- _Exercise details_
Find every line below that contains the word "highway" and copy it out.

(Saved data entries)

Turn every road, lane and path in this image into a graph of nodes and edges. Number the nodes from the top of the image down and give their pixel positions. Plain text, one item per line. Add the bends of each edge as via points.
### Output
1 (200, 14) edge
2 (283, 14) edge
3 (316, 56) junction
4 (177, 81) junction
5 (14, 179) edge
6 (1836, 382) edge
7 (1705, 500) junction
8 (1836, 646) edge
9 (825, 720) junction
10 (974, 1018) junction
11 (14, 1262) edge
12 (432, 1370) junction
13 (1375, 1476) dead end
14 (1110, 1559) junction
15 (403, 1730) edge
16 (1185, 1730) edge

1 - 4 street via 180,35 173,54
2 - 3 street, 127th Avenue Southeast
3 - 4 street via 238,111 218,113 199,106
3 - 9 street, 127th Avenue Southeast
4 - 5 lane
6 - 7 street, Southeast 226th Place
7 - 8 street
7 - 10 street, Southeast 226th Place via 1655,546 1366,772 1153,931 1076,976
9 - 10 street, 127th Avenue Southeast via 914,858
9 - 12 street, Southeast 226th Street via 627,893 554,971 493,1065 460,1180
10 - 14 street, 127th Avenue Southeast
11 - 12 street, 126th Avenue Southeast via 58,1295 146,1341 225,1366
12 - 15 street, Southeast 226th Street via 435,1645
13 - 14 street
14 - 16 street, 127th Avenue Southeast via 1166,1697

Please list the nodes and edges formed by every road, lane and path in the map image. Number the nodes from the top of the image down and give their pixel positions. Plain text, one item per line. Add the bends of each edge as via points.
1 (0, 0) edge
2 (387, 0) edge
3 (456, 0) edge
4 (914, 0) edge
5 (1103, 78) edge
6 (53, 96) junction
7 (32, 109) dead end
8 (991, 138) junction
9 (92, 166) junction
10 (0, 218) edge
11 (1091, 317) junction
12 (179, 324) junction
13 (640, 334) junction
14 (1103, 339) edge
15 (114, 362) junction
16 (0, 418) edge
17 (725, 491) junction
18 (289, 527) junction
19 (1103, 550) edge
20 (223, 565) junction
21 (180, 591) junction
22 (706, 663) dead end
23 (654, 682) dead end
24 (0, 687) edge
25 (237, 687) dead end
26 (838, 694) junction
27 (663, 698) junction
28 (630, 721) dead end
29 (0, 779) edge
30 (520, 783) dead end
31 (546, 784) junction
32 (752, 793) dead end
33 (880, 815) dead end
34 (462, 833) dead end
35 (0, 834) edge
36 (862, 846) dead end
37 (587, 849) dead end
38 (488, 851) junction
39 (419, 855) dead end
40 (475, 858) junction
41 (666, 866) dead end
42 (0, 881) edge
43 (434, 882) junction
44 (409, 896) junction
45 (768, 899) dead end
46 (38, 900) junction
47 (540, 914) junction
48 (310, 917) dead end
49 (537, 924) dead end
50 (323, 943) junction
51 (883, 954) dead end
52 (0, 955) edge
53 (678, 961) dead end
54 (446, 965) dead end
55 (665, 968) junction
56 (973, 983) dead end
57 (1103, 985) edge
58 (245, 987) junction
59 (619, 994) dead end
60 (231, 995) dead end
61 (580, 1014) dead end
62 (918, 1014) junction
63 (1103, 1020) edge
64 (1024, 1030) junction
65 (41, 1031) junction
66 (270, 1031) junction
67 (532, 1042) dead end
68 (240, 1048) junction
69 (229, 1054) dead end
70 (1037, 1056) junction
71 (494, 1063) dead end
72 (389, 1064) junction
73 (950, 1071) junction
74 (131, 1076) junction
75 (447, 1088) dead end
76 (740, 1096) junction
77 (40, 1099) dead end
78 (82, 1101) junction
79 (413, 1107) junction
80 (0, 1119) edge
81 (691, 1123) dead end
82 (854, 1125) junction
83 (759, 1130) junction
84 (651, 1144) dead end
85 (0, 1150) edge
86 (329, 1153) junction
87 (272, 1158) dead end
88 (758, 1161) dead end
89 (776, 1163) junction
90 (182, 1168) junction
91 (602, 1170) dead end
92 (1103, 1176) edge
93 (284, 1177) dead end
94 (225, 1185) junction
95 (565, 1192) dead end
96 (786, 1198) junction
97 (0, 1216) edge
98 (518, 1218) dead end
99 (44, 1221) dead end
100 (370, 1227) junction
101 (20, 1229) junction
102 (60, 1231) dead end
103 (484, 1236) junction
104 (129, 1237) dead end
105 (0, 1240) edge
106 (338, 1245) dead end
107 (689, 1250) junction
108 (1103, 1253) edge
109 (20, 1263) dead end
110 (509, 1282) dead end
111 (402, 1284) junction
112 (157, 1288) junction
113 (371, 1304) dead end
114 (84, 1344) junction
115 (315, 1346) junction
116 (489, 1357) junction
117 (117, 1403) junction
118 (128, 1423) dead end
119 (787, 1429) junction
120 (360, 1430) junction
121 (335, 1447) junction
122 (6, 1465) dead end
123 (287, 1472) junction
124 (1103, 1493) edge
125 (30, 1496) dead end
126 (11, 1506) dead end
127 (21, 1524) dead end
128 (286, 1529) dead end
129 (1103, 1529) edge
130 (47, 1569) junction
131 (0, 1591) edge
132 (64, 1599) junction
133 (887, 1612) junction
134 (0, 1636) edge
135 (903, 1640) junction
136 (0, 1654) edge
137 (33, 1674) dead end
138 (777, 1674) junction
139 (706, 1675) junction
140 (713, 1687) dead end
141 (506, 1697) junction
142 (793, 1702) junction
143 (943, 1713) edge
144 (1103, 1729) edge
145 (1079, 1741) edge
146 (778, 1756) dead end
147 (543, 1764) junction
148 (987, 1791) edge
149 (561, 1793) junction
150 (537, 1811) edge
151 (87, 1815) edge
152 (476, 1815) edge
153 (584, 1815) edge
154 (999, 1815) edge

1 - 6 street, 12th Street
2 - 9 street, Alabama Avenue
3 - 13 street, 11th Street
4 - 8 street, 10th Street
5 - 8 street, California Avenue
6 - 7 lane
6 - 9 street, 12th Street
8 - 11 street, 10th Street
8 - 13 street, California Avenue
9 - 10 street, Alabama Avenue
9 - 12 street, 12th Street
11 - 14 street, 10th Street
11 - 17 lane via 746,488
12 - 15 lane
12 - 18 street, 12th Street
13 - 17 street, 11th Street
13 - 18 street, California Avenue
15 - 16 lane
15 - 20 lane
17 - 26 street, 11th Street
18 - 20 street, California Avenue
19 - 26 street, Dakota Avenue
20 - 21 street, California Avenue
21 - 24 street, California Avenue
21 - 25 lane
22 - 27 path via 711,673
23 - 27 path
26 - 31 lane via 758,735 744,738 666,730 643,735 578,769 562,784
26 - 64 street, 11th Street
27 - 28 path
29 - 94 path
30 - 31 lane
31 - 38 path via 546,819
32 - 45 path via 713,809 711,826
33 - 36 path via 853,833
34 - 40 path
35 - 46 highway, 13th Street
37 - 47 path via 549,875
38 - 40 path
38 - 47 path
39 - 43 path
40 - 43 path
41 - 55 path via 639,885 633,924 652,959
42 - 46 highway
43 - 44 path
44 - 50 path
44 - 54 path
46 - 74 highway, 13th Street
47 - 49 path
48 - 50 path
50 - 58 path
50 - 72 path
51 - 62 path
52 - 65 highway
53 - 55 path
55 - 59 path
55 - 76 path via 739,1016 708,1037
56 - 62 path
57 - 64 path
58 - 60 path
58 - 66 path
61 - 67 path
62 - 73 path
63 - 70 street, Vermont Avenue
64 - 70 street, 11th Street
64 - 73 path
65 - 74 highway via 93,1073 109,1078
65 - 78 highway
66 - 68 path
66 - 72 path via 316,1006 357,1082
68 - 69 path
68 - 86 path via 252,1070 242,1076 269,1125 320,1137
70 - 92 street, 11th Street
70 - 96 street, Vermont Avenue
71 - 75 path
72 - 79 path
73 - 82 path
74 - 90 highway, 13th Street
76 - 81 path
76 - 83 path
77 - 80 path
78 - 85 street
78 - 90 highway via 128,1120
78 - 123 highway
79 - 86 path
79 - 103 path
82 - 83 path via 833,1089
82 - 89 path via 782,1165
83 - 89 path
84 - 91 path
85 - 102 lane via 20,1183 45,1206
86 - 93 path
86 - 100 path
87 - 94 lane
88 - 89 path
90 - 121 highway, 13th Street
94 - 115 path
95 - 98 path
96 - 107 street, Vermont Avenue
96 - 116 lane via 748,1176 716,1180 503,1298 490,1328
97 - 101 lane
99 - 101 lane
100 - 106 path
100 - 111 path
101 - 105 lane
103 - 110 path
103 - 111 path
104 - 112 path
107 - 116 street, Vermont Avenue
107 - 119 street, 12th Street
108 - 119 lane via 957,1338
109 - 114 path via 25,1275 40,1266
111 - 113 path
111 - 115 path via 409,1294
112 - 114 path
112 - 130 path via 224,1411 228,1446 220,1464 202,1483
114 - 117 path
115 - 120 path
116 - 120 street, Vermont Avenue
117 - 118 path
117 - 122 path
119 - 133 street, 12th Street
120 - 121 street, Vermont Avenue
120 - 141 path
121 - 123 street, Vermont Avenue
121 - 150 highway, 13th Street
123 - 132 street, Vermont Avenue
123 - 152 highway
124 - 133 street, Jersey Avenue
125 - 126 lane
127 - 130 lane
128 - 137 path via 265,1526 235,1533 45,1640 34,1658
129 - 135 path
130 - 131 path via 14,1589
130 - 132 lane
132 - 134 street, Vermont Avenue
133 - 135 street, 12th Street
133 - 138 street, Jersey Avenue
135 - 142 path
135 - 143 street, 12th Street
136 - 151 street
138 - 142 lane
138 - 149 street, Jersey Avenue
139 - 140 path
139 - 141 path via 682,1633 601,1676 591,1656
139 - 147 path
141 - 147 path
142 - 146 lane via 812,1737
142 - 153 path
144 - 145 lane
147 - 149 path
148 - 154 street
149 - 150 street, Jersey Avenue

- _Answer for this exercise_
35 - 46 highway, 13th Street
42 - 46 highway
46 - 74 highway, 13th Street
52 - 65 highway
65 - 74 highway via 93,1073 109,1078
65 - 78 highway
74 - 90 highway, 13th Street
78 - 90 highway via 128,1120
78 - 123 highway
90 - 121 highway, 13th Street
121 - 150 highway, 13th Street
123 - 152 highway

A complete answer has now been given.